Dalam dunia yang kita jalani ini, seringkali tidak hanya terdapat kebaikan dan terang yang menghangatkan jiwa, kadangkala ada kegelapan serta kejahatan yang merenggut kehidupan. Simaklah berita-berita yang berseliweran di linimasa media sosial kita masing-masing. Begitu mudahnya seseorang merenggut nyawa sesamanya dan memanfaatkan orang lain demi kepentingannya sendiri. Hoax dan fitnah difabrikasi seturut dengan kepentingan pemesannya. Korporasi-korporasi besar yang tidak henti-hentinya mengeruk alam ciptaan Tuhan demi keuntungannya. Negara-negara adidaya muncul sebagai penindas dan imperium baru yang menetapkan standar gandanya sendiri. Bagi orang percaya, di tengah segala kejahatan dan penindasan itu, apakah yang dapat kita lakukan?

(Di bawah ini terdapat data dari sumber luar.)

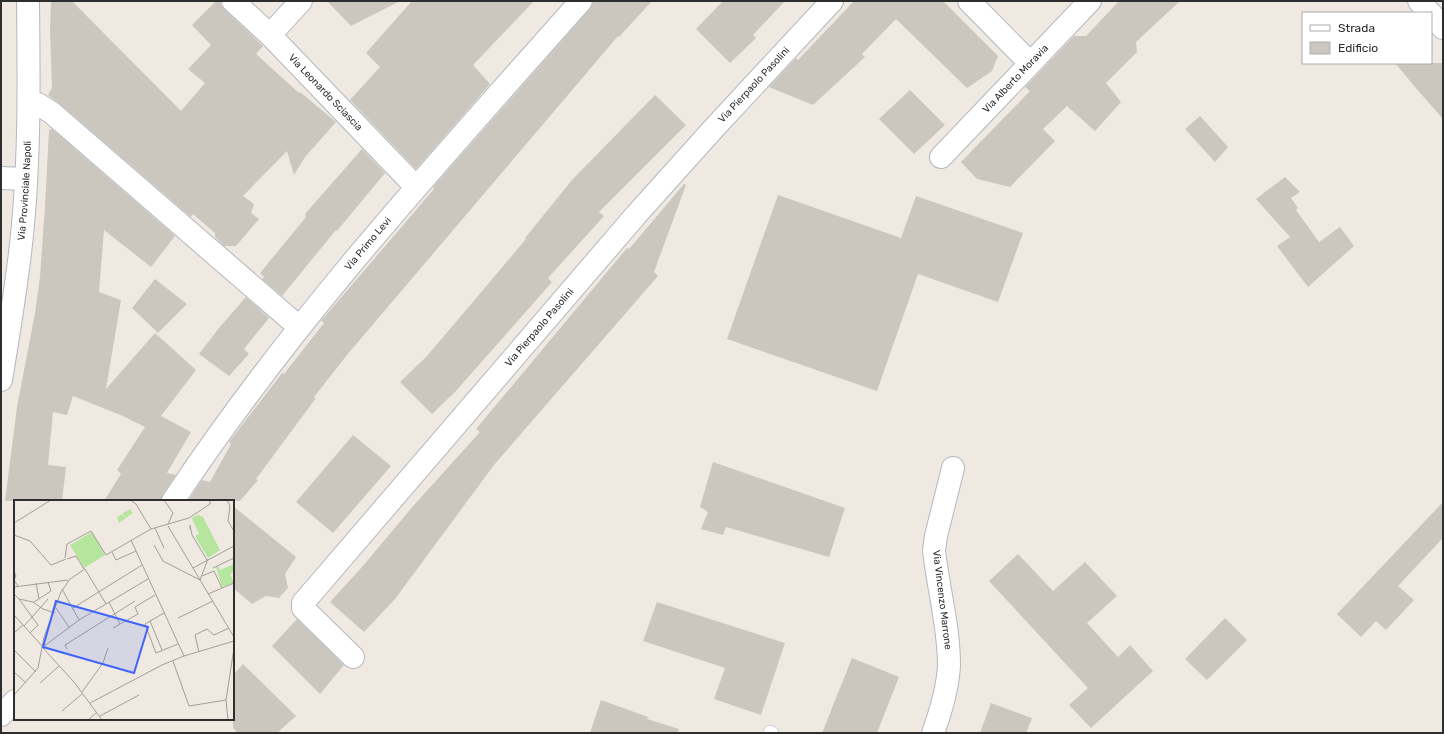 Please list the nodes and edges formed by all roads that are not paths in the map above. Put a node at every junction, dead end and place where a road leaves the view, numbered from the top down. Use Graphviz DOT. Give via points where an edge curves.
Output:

Pemazmur mengajak kita untuk kembali meletakkan segala pengharapan dan pertolongan hanya kepada Allah semata. Sumber perlindungan kita hanyalah Allah. Di hadapan kekerasan, kejahatan yang dirancang sistematis dan terstruktur, serta orang-orang yang menyebarkan fitnah dengan begitu lihainya. Perilaku-perilaku tersebut adalah karakteristik orang-orang fasik yang menjauh dan memberontak dari Allah. Mereka adalah orang-orang congkak yang merasa bisa melampaui Allah. Jika Allah merancangkan yang baik atas umatnya, orang-orang fasik mereka-rekakan yang jahat kepada sesamanya.
Di hadapan kejahatan yang begitu mencekam tersebut, pemazmur terus mengulangi permintaan-Nya atas perlindungan serta penyertaan Allah. Rencana orang-orang fasik akan digagalkan oleh Allah. Mereka yang hidup dalam kekerasan akan diburu-buru oleh malapetaka. Pada akhirnya kita diajak untuk menaruh pengharapan yang besar pada Allah yang mendatangkan keadilan kepada mereka yang tertindas serta membela perkara orang miskin. Maka tetaplah hidup benar dan jujur dihadapan-Nya.
Sahabat Alkitab, keyakinan pemazmur akan keadilan yang akan dinyatakan Allah seharusnya berdampak besar bagi iman seorang percaya. Pertama, ia akan memiliki keberanian untuk bertahan terhadap kejahatan di sekitarnya dengan prinsip yang teguh untuk tidak terjerumus dalam kejahatan itu sendiri. Kedua, ia akan dikuatkan untuk berjuang melawan ketidakadilan serta penindasan yang ada di sekitarnya karena itulah yang Allah lakukan. Semoga orang-orang Kristen senantiasa menjadi suar yang menyingkapkan kegelapan di sekitarnya. Milikilah keberanian untuk bersikap serta memilih yang benar, bukan karena kita kuat melainkan karena Allah berada bersama orang-orang benar.